2. Covering Transportation of Portions of the Building or Work Between 
a Secondary Covered Construction Site and the Site Where the Building 
or Work Will Remain When It Is Completed
    The Department received only a few comments in connection with this 
proposed change. The ABC stated that ``the Department has no authority 
to extend the Act's coverage to the nation's highways or rivers for the 
action of transporting items of any kind to or from a construction 
site, or between sites of any kind.'' The ABC further stated that the 
Department's explanation that the site of the work is ``literally 
moving'' between the two work sites is ``completely unsupported and 
contrary to law.'' The American Road & Transportation Builders 
Association objected to this provision on the grounds that it will 
increase transportation costs. The Army Corps of Engineers stated that 
``moving sites of work'' is an impractical concept because multiple 
wage determinations might have to be issued in cases where the project 
was transported across more than one wage determination area. The 
Foundations for Fair Contracting favored this proposal.
    The Department does not anticipate that this proposed change will 
have a substantial impact since the Department believes that the 
instances where substantial amounts of construction are performed at 
one location and then transported to another location for final 
installation are rare. Thus, the Department believes that this type of 
transportation activity will occur rarely. The Department nonetheless 
continues to believe that workers who are engaged in transporting a 
significant portion of the building or work between covered sites, as 
contemplated in Sec. 5.2(l)(1), are ``employed directly upon the site 
of the work,'' and therefore, are entitled to prevailing wages, 
provided they are ``laborers and mechanics'' under the Act. However, 
not included in such coverage would be the separate transportation of 
materials and supplies between the two covered ``sites of the work.'' 
With respect to the Corps' concern that multiple wage determinations 
might apply in some instances, the Department has made an 
administrative determination that when faced with the prospect that 
transportation will take place in more than one wage determination 
area, the applicable wage determination will be the wage determination 
for the area in which the construction will remain when completed and 
will apply to all bidders, regardless of where they propose to 
construct significant portions of the project.

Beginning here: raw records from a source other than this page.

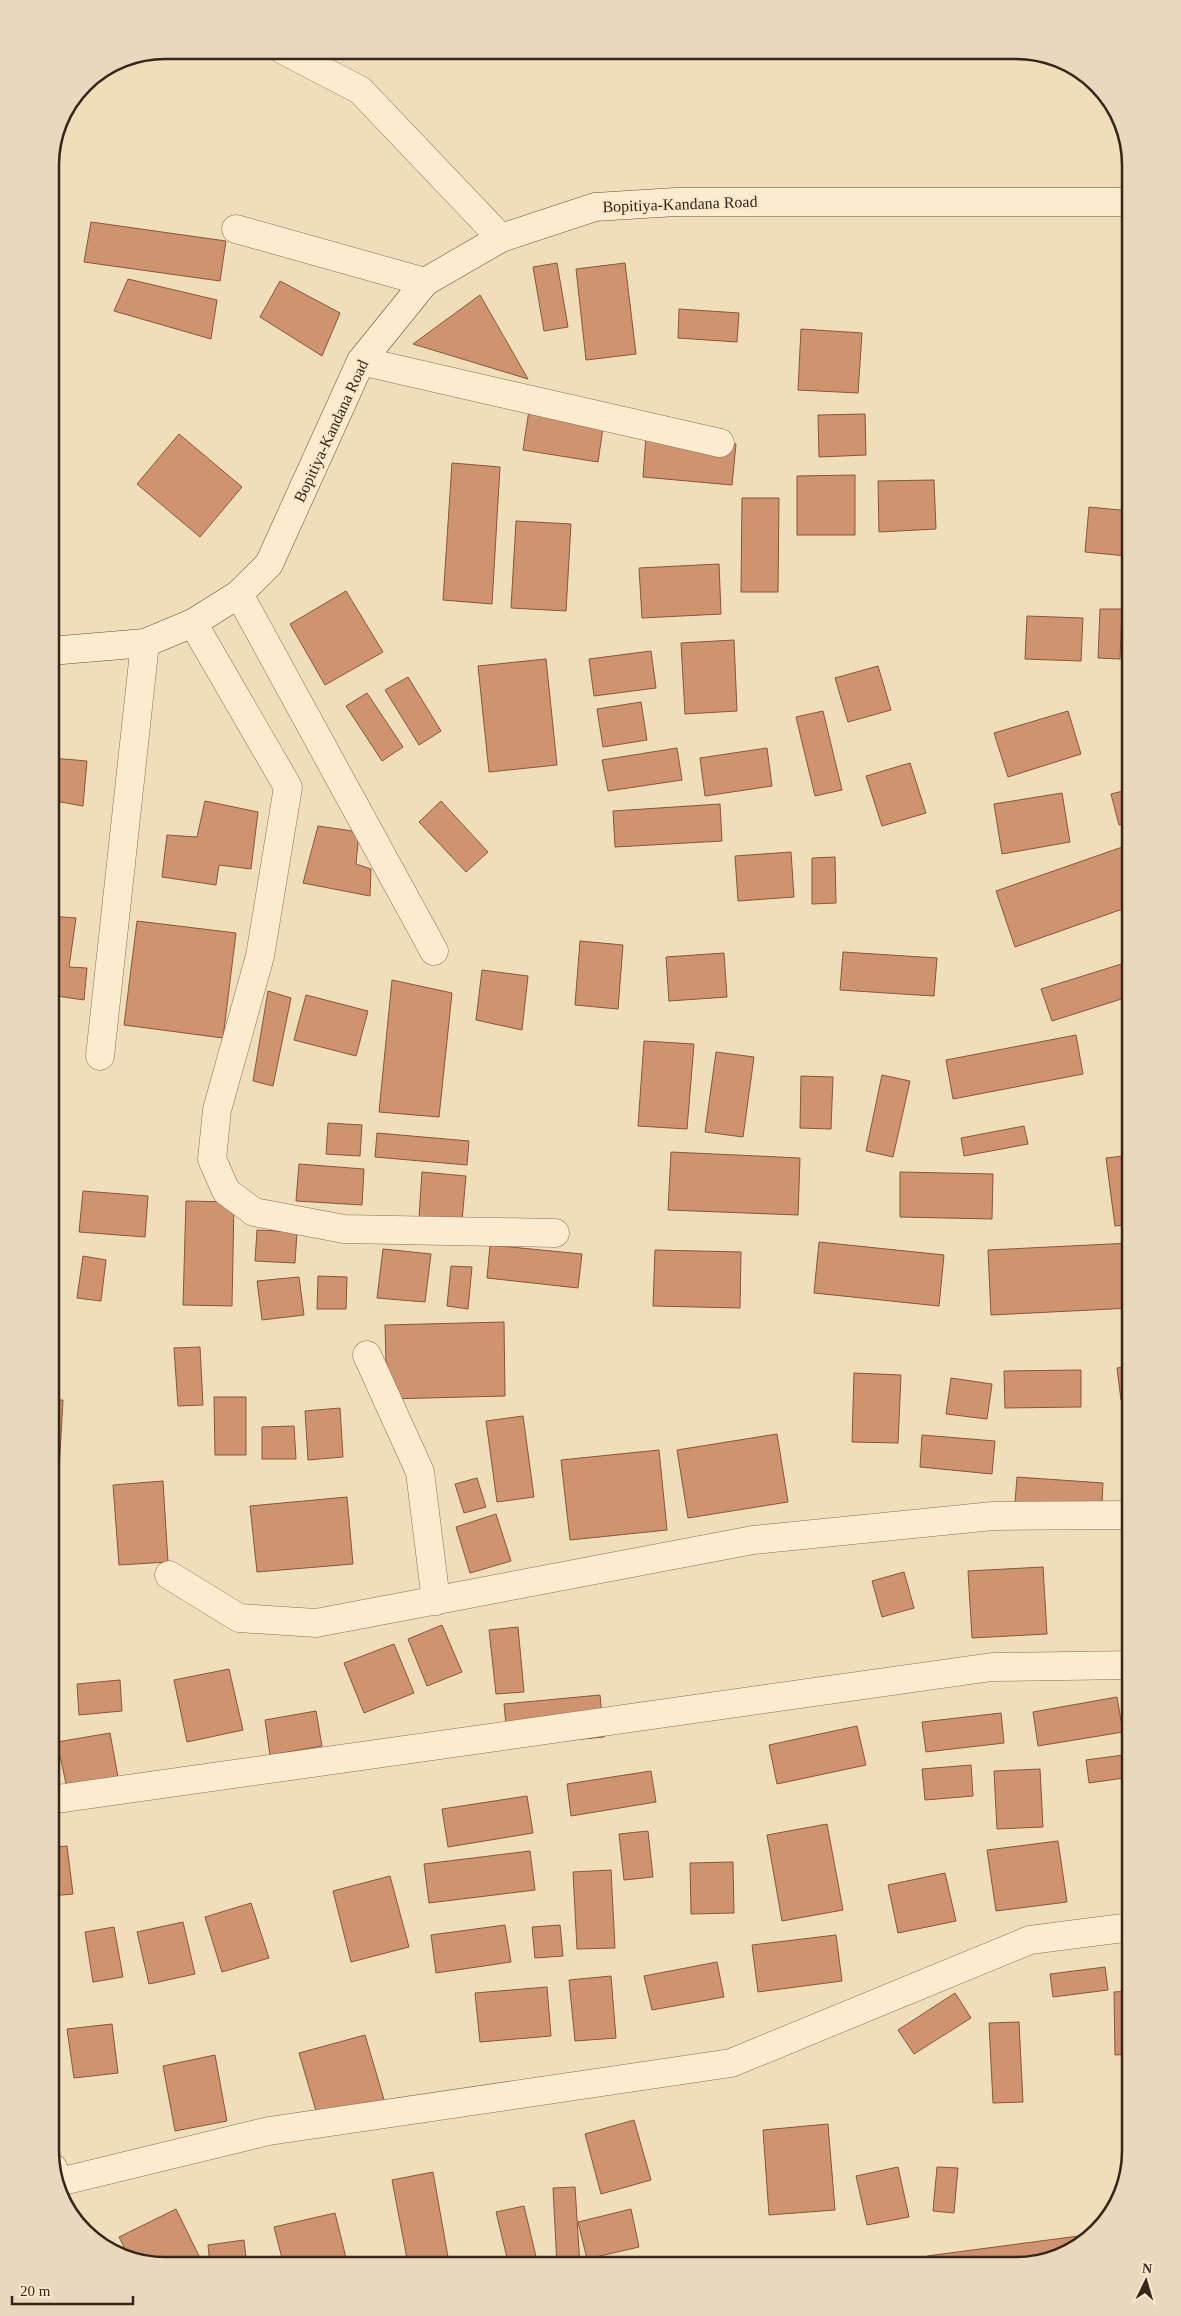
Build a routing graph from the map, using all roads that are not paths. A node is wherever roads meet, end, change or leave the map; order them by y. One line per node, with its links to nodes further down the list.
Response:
1 (300, 59): 4 (street)
2 (1122, 202): 4 (street, Bopitiya-Kandana Road)
3 (236, 229): 5 (street)
4 (501, 238): 5 (street, Bopitiya-Kandana Road)
5 (425, 282): 6 (street, Bopitiya-Kandana Road)
6 (361, 361): 7 (street); 8 (street, Bopitiya-Kandana Road)
7 (720, 443)
8 (239, 594): 9 (street, Bopitiya-Kandana Road); 12 (street)
9 (193, 624): 10 (street, Bopitiya-Kandana Road); 14 (street)
10 (145, 643): 11 (street, Bopitiya-Kandana Road); 13 (street)
11 (59, 650)
12 (434, 951)
13 (100, 1056)
14 (555, 1233)
15 (367, 1355): 18 (street)
16 (1122, 1515): 18 (street)
17 (169, 1575): 18 (street)
18 (436, 1601)
19 (1122, 1665): 20 (street)
20 (59, 1799)
21 (1122, 1928): 22 (street)
22 (63, 2181)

IV. Executive Order 12866; Small Business Regulatory Enforcement 
Fairness Act; Unfunded Mandates Reform Act

    No comments were received on the Department's initial 
determinations under this section that the proposed rule was neither a 
``significant regulatory action'' within the meaning of section 3(f) of 
Executive Order 12866, nor a ``major rule'' under the Small Business 
Regulatory Enforcement Fairness Act of 1996, and that this rulemaking 
is not subject to the Unfunded Mandates Reform Act of 1995. Because of 
the interests expressed by some of the contracting agencies, the final 
rule is nonetheless being treated as a significant rule. However, the 
rule is not economically significant and does not require preparation 
of a full regulatory impact analysis. The rule is not expected to have 
an annual effect on the economy of $100 million or more or adversely 
affect in a material way the economy, a section of the economy, 
productivity, competition, jobs, the environment, public health or 
safety, or State, local, or tribal governments or communities. The 
modifications to regulatory language in this final rule limit coverage 
of off-site material and supply work from Davis-Bacon prevailing wage 
requirements as a result of appellate court rulings. In addition, the 
final rule makes only a limited amendment to the site of the work 
definition to address an issue not contemplated under the current 
regulatory language--those instances where significant portions of 
buildings or works may be constructed at secondary sites which are not 
in the vicinity of the project's final resting place. It is believed 
that such instances will be rare, and that any increased costs which 
may arise on such projects would be offset by the savings resulting 
from the other changes that limit coverage.
    The Department also concludes that the rule is not a ``major rule'' 
requiring approval by the Congress under the Small Business Regulatory 
Enforcement Fairness Act of 1996 (5 U.S.C. 801 et seq.). The Department 
continues to be of the view that the rule will not likely result in (1) 
an annual effect on the economy of $100 million or more; (2) a major 
increase in costs or prices for

[[Page 80277]]

consumers, individual industries, Federal, State or local government 
agencies, or geographic regions; or (3) significant adverse effects on 
competition, employment, investment, productivity, innovation, or on 
the ability of U.S.-based enterprises to compete with foreign-based 
enterprises in domestic or export markets.
    For purposes of the Unfunded Mandates Reform Act of 1995, this rule 
does not include any federal mandate that may result in excess of $100 
million in expenditures by state, local and tribal governments in the 
aggregate, or by the private sector. Furthermore, the requirements of 
the Unfunded Mandates Reform Act, 2 U.S.C. 1532, do not apply here 
because the rule does not include a Federal mandate. The term Federal 
mandate is defined to include either a Federal intergovernmental 
mandate or a Federal private sector mandate. 2 U.S.C. 658(6). Except in 
limited circumstances not applicable here, those terms do not include 
an enforceable duty which is a duty arising from participation in a 
voluntary program. 2 U.S.C. 658(7)(A). A decision by a contractor to 
bid on federal and federally assisted construction contracts is purely 
voluntary in nature, and the contractor's duty to meet Davis-Bacon Act 
requirements arises from participation in a voluntary federal program.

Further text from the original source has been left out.